## [What is being asked]
Please report every line from the material that contains the word "them".

## [Supplied material]
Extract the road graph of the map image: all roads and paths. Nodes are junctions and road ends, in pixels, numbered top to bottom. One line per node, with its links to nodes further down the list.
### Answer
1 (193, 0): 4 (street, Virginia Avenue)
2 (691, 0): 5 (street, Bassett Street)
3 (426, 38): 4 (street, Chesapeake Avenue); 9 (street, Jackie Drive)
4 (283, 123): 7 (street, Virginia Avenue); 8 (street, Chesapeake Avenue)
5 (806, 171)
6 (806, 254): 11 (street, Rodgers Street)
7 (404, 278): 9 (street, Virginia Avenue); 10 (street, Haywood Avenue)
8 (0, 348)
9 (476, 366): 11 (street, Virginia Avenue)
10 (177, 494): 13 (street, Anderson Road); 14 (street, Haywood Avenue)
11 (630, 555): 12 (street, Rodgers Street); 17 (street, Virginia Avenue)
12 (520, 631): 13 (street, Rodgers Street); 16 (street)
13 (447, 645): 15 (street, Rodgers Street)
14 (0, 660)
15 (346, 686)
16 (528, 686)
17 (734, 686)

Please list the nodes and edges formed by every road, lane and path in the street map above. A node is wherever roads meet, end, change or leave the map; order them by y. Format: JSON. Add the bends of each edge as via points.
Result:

==

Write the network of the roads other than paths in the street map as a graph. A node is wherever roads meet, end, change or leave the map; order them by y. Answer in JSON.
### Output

## [Response area]
Please list the nodes and edges formed by every road, lane and path in the street map above. A node is wherever roads meet, end, change or leave the map; order them by y. Format: JSON. Add the bends of each edge as via points.
Write the network of the roads other than paths in the street map as a graph. A node is wherever roads meet, end, change or leave the map; order them by y. Answer in JSON.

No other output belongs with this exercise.